* **WHAT IS NEEDED**
Word for word, reproduce each line of the data below, omitting every image.

* **RECORDS FOR PROCESSING**

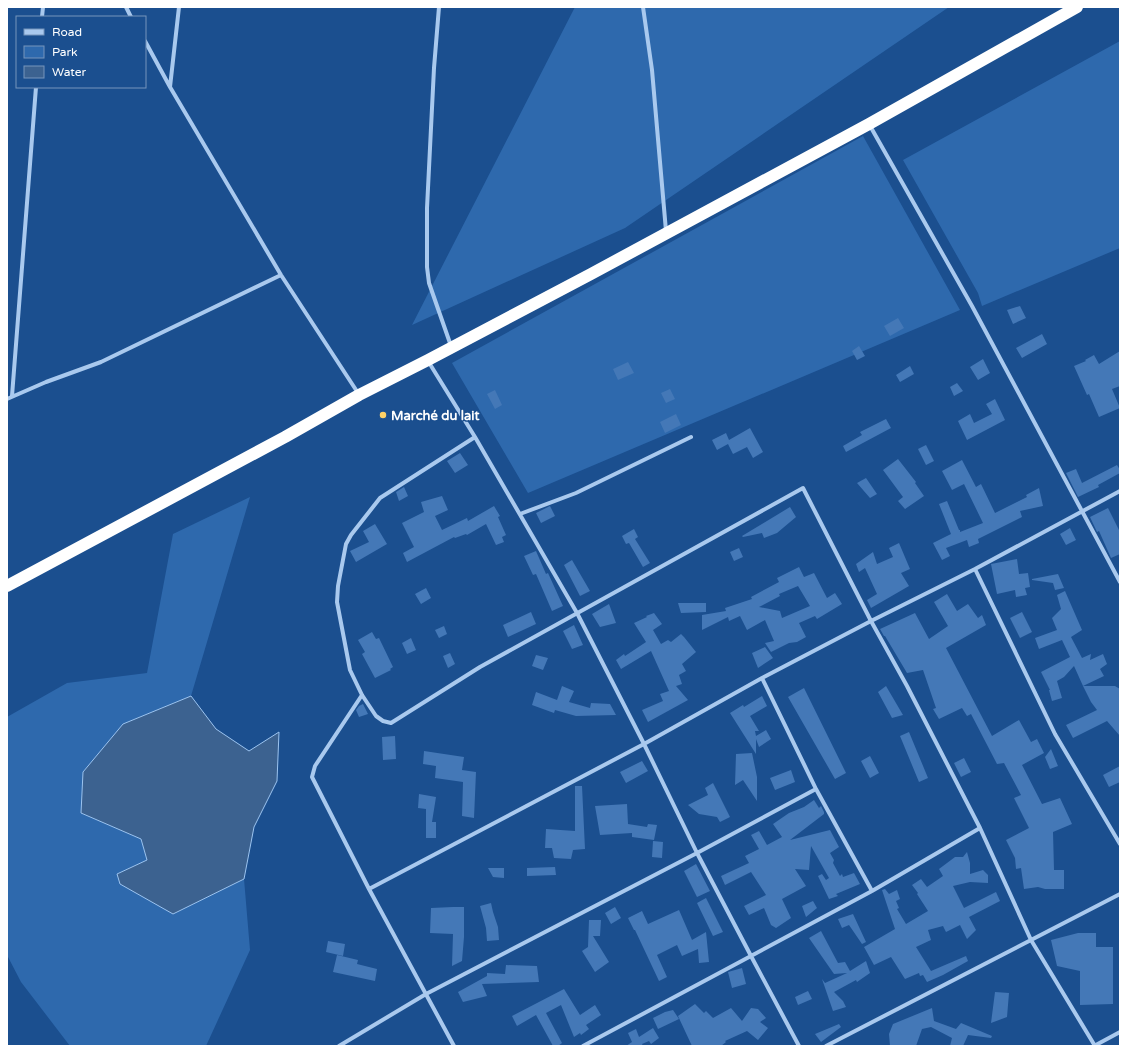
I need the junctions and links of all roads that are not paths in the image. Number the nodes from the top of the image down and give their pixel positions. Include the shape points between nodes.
1 (126, 7) edge
2 (179, 7) edge
3 (439, 7) edge
4 (642, 7) edge
5 (1077, 7) edge
6 (131, 16) edge
7 (146, 43) edge
8 (170, 87) junction
9 (36, 88) edge
10 (869, 124) junction
11 (666, 233) junction
12 (280, 275) junction
13 (452, 347) junction
14 (428, 360) junction
15 (359, 395) junction
16 (12, 396) junction
17 (7, 399) edge
18 (475, 437) junction
19 (691, 437) dead end
20 (1120, 491) edge
21 (1082, 511) junction
22 (520, 514) junction
23 (975, 569) junction
24 (1120, 582) edge
25 (7, 586) edge
26 (577, 613) junction
27 (871, 621) junction
28 (762, 678) junction
29 (362, 695) junction
30 (644, 744) junction
31 (816, 788) junction
32 (980, 828) junction
33 (1120, 844) edge
34 (697, 853) junction
35 (369, 889) junction
36 (872, 891) junction
37 (1120, 894) edge
38 (1031, 940) junction
39 (750, 956) junction
40 (426, 994) junction
41 (1120, 1032) edge
42 (339, 1046) edge
43 (454, 1046) edge
44 (583, 1046) edge
45 (799, 1046) edge
46 (826, 1046) edge
47 (1094, 1046) edge

1 - 6 street
2 - 8 street
3 - 13 street via 427,208 427,267 429,283
4 - 11 street via 652,70
5 - 10 highway
7 - 8 street
8 - 12 street
9 - 16 street
10 - 11 highway
10 - 21 street via 972,306
11 - 13 highway
12 - 15 street
12 - 16 street via 101,362
13 - 14 highway
14 - 15 highway
14 - 18 street
15 - 25 highway
16 - 17 street
18 - 22 street
18 - 29 street via 380,498 346,544 337,602 350,670
19 - 22 street via 576,493
20 - 21 street
21 - 23 street
21 - 24 street
22 - 26 street
23 - 27 street
23 - 33 street via 1055,734
26 - 27 street via 803,488
26 - 29 street via 480,667 391,722 383,721 376,716
26 - 30 street
27 - 28 street
27 - 32 street
28 - 30 street
28 - 31 street
29 - 35 street via 315,766 312,777
30 - 34 street
30 - 35 street
31 - 34 street
31 - 36 street
32 - 36 street
32 - 38 street
34 - 39 street
34 - 40 street
35 - 40 street
36 - 39 street
37 - 38 street
38 - 46 street
38 - 47 street
39 - 44 street
39 - 45 street
40 - 42 street
40 - 43 street
41 - 47 street

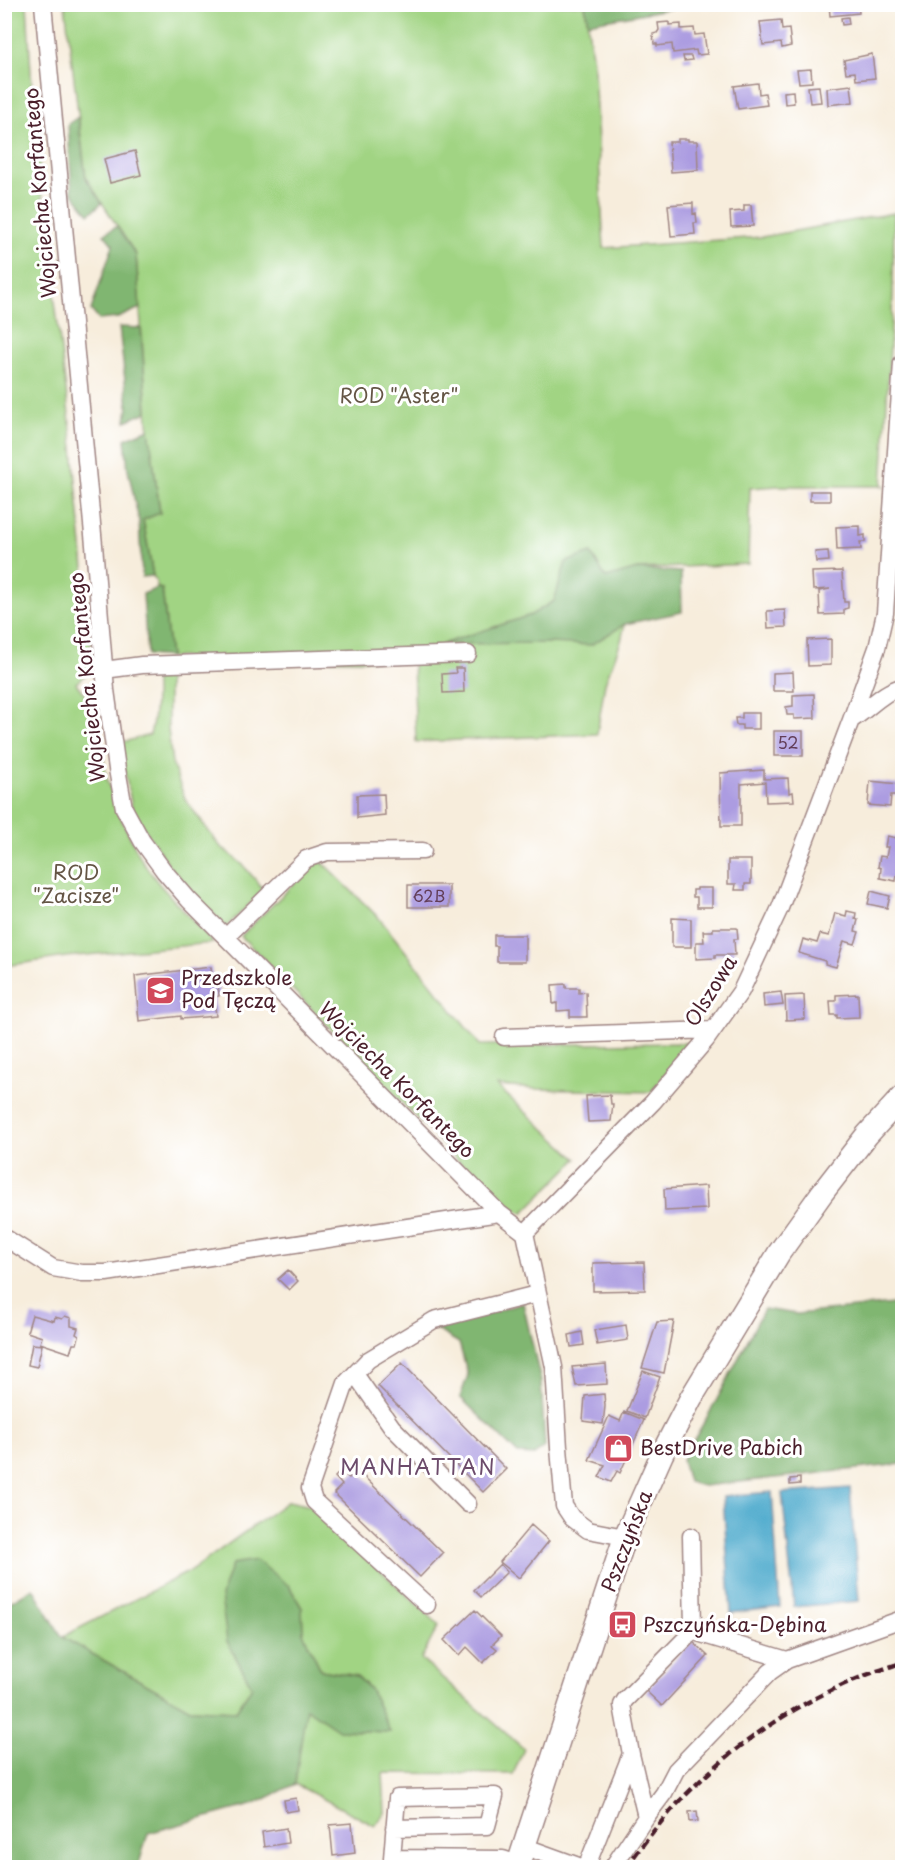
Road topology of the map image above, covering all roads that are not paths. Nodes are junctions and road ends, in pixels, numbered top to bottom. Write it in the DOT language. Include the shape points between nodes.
graph roads {
  1 [pos="43,4"];
  2 [pos="903,363"];
  3 [pos="898,511"];
  4 [pos="468,654"];
  5 [pos="104,670"];
  6 [pos="903,687"];
  7 [pos="851,720"];
  8 [pos="423,851"];
  9 [pos="226,937"];
  10 [pos="713,1030"];
  11 [pos="504,1037"];
  12 [pos="903,1097"];
  13 [pos="499,1213"];
  14 [pos="525,1233"];
  15 [pos="4,1237"];
  16 [pos="537,1294"];
  17 [pos="355,1374"];
  18 [pos="468,1504"];
  19 [pos="691,1536"];
  20 [pos="625,1537"];
  21 [pos="427,1605"];
  22 [pos="903,1619"];
  23 [pos="690,1630"];
  24 [pos="787,1660"];
  25 [pos="631,1754"];
  26 [pos="646,1817"];
  27 [pos="394,1828"];
  28 [pos="519,1859"];
  29 [pos="585,1868"];
  30 [pos="612,1868"];
  1 -- 5 [label="street, Wojciecha Korfantego"];
  2 -- 3 [label="street, Olszowa"];
  3 -- 7 [label="street, Olszowa" via="885,613"];
  4 -- 5 [label="street" via="141,665"];
  5 -- 9 [label="street, Wojciecha Korfantego" via="124,808 164,871"];
  6 -- 7 [label="street" via="890,689"];
  7 -- 10 [label="street, Olszowa" via="780,908 741,991"];
  8 -- 9 [label="street" via="327,852 306,859"];
  9 -- 13 [label="street, Wojciecha Korfantego"];
  10 -- 11 [label="street"];
  10 -- 14 [label="street, Olszowa" via="652,1102"];
  12 -- 20 [label="main road, Pszczyńska" via="867,1136 779,1253 691,1398"];
  13 -- 14 [label="street, Wojciecha Korfantego"];
  13 -- 15 [label="street" via="106,1273 53,1268"];
  14 -- 16 [label="street"];
  16 -- 17 [label="street" via="434,1320 368,1360"];
  16 -- 20 [label="street" via="554,1367 564,1506 588,1530"];
  17 -- 18 [label="street" via="392,1427"];
  17 -- 21 [label="street" via="346,1383 310,1488 314,1501"];
  19 -- 23 [label="street"];
  20 -- 28 [label="main road, Pszczyńska"];
  22 -- 24 [label="street"];
  23 -- 24 [label="street"];
  23 -- 25 [label="street" via="624,1700"];
  24 -- 26 [label="street" via="770,1672 676,1770"];
  25 -- 26 [label="street"];
  25 -- 29 [label="street"];
  26 -- 30 [label="street"];
  27 -- 27 [label="street" via="488,1826 495,1796 397,1798"];
  27 -- 28 [label="street" via="392,1858"];
  28 -- 29 [label="street"];
}
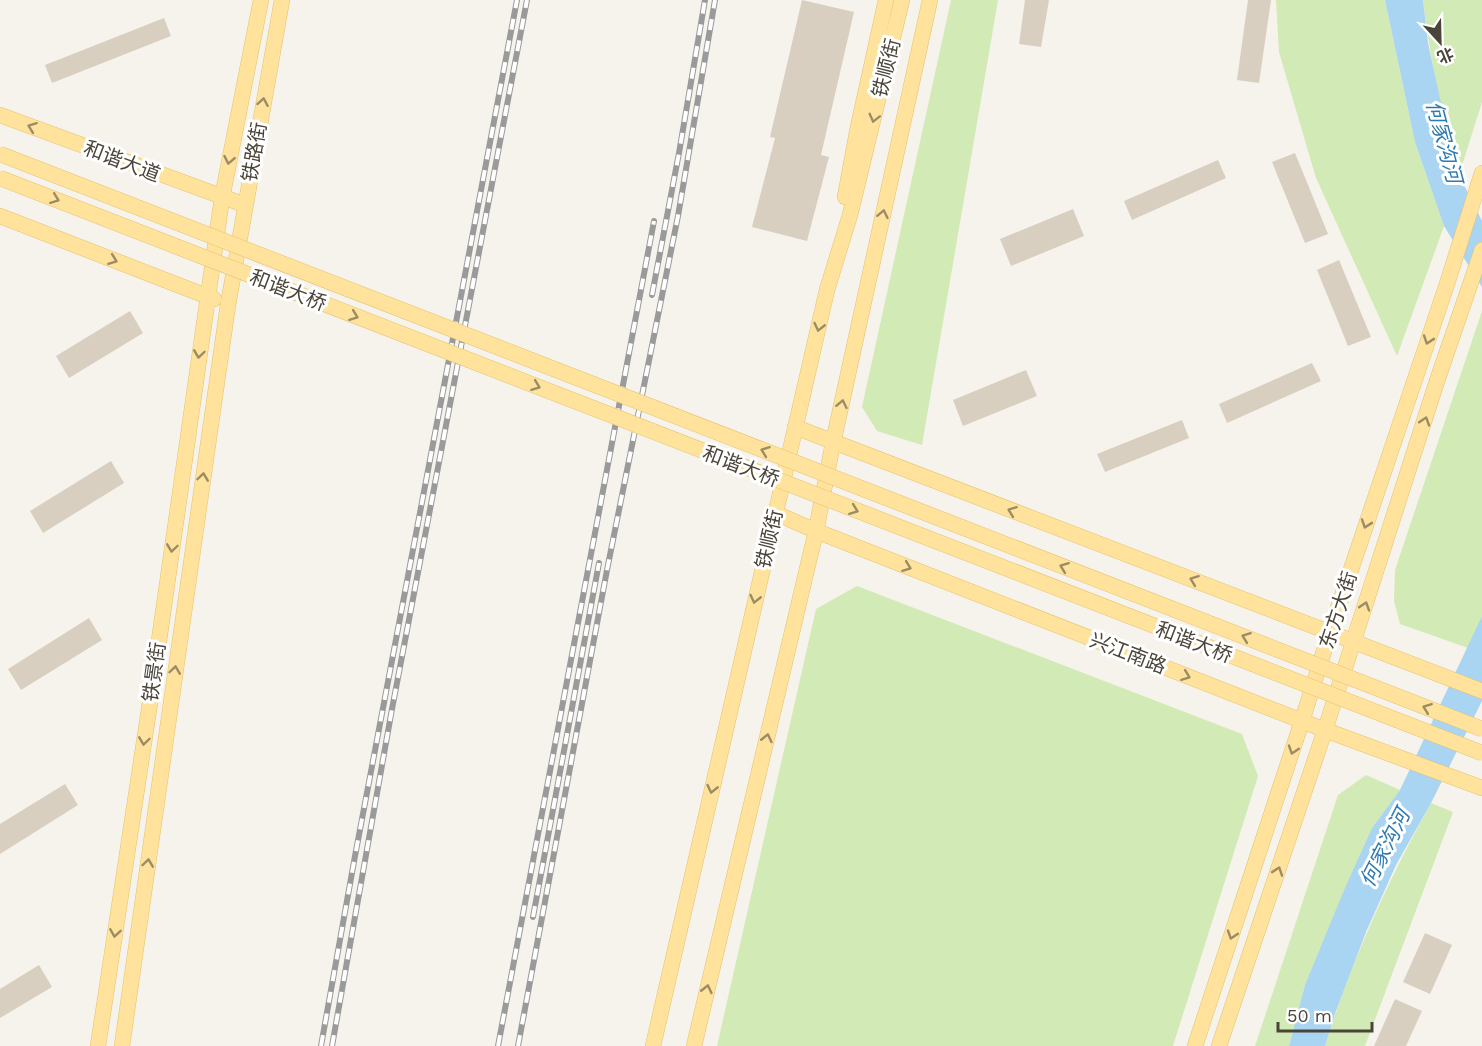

* **RESPONSE BELOW**
I need the junctions and links of all roads that are not paths in the image. Number the nodes from the top of the image down and give their pixel positions. Include the shape points between nodes.
1 (126, 7) edge
2 (179, 7) edge
3 (439, 7) edge
4 (642, 7) edge
5 (1077, 7) edge
6 (131, 16) edge
7 (146, 43) edge
8 (170, 87) junction
9 (36, 88) edge
10 (869, 124) junction
11 (666, 233) junction
12 (280, 275) junction
13 (452, 347) junction
14 (428, 360) junction
15 (359, 395) junction
16 (12, 396) junction
17 (7, 399) edge
18 (475, 437) junction
19 (691, 437) dead end
20 (1120, 491) edge
21 (1082, 511) junction
22 (520, 514) junction
23 (975, 569) junction
24 (1120, 582) edge
25 (7, 586) edge
26 (577, 613) junction
27 (871, 621) junction
28 (762, 678) junction
29 (362, 695) junction
30 (644, 744) junction
31 (816, 788) junction
32 (980, 828) junction
33 (1120, 844) edge
34 (697, 853) junction
35 (369, 889) junction
36 (872, 891) junction
37 (1120, 894) edge
38 (1031, 940) junction
39 (750, 956) junction
40 (426, 994) junction
41 (1120, 1032) edge
42 (339, 1046) edge
43 (454, 1046) edge
44 (583, 1046) edge
45 (799, 1046) edge
46 (826, 1046) edge
47 (1094, 1046) edge

1 - 6 street
2 - 8 street
3 - 13 street via 427,208 427,267 429,283
4 - 11 street via 652,70
5 - 10 highway
7 - 8 street
8 - 12 street
9 - 16 street
10 - 11 highway
10 - 21 street via 972,306
11 - 13 highway
12 - 15 street
12 - 16 street via 101,362
13 - 14 highway
14 - 15 highway
14 - 18 street
15 - 25 highway
16 - 17 street
18 - 22 street
18 - 29 street via 380,498 346,544 337,602 350,670
19 - 22 street via 576,493
20 - 21 street
21 - 23 street
21 - 24 street
22 - 26 street
23 - 27 street
23 - 33 street via 1055,734
26 - 27 street via 803,488
26 - 29 street via 480,667 391,722 383,721 376,716
26 - 30 street
27 - 28 street
27 - 32 street
28 - 30 street
28 - 31 street
29 - 35 street via 315,766 312,777
30 - 34 street
30 - 35 street
31 - 34 street
31 - 36 street
32 - 36 street
32 - 38 street
34 - 39 street
34 - 40 street
35 - 40 street
36 - 39 street
37 - 38 street
38 - 46 street
38 - 47 street
39 - 44 street
39 - 45 street
40 - 42 street
40 - 43 street
41 - 47 street

Road topology of the map image above, covering all roads that are not paths. Nodes are junctions and road ends, in pixels, numbered top to bottom. Write it in the DOT language. Include the shape points between nodes.
graph roads {
  1 [pos="43,4"];
  2 [pos="903,363"];
  3 [pos="898,511"];
  4 [pos="468,654"];
  5 [pos="104,670"];
  6 [pos="903,687"];
  7 [pos="851,720"];
  8 [pos="423,851"];
  9 [pos="226,937"];
  10 [pos="713,1030"];
  11 [pos="504,1037"];
  12 [pos="903,1097"];
  13 [pos="499,1213"];
  14 [pos="525,1233"];
  15 [pos="4,1237"];
  16 [pos="537,1294"];
  17 [pos="355,1374"];
  18 [pos="468,1504"];
  19 [pos="691,1536"];
  20 [pos="625,1537"];
  21 [pos="427,1605"];
  22 [pos="903,1619"];
  23 [pos="690,1630"];
  24 [pos="787,1660"];
  25 [pos="631,1754"];
  26 [pos="646,1817"];
  27 [pos="394,1828"];
  28 [pos="519,1859"];
  29 [pos="585,1868"];
  30 [pos="612,1868"];
  1 -- 5 [label="street, Wojciecha Korfantego"];
  2 -- 3 [label="street, Olszowa"];
  3 -- 7 [label="street, Olszowa" via="885,613"];
  4 -- 5 [label="street" via="141,665"];
  5 -- 9 [label="street, Wojciecha Korfantego" via="124,808 164,871"];
  6 -- 7 [label="street" via="890,689"];
  7 -- 10 [label="street, Olszowa" via="780,908 741,991"];
  8 -- 9 [label="street" via="327,852 306,859"];
  9 -- 13 [label="street, Wojciecha Korfantego"];
  10 -- 11 [label="street"];
  10 -- 14 [label="street, Olszowa" via="652,1102"];
  12 -- 20 [label="main road, Pszczyńska" via="867,1136 779,1253 691,1398"];
  13 -- 14 [label="street, Wojciecha Korfantego"];
  13 -- 15 [label="street" via="106,1273 53,1268"];
  14 -- 16 [label="street"];
  16 -- 17 [label="street" via="434,1320 368,1360"];
  16 -- 20 [label="street" via="554,1367 564,1506 588,1530"];
  17 -- 18 [label="street" via="392,1427"];
  17 -- 21 [label="street" via="346,1383 310,1488 314,1501"];
  19 -- 23 [label="street"];
  20 -- 28 [label="main road, Pszczyńska"];
  22 -- 24 [label="street"];
  23 -- 24 [label="street"];
  23 -- 25 [label="street" via="624,1700"];
  24 -- 26 [label="street" via="770,1672 676,1770"];
  25 -- 26 [label="street"];
  25 -- 29 [label="street"];
  26 -- 30 [label="street"];
  27 -- 27 [label="street" via="488,1826 495,1796 397,1798"];
  27 -- 28 [label="street" via="392,1858"];
  28 -- 29 [label="street"];
}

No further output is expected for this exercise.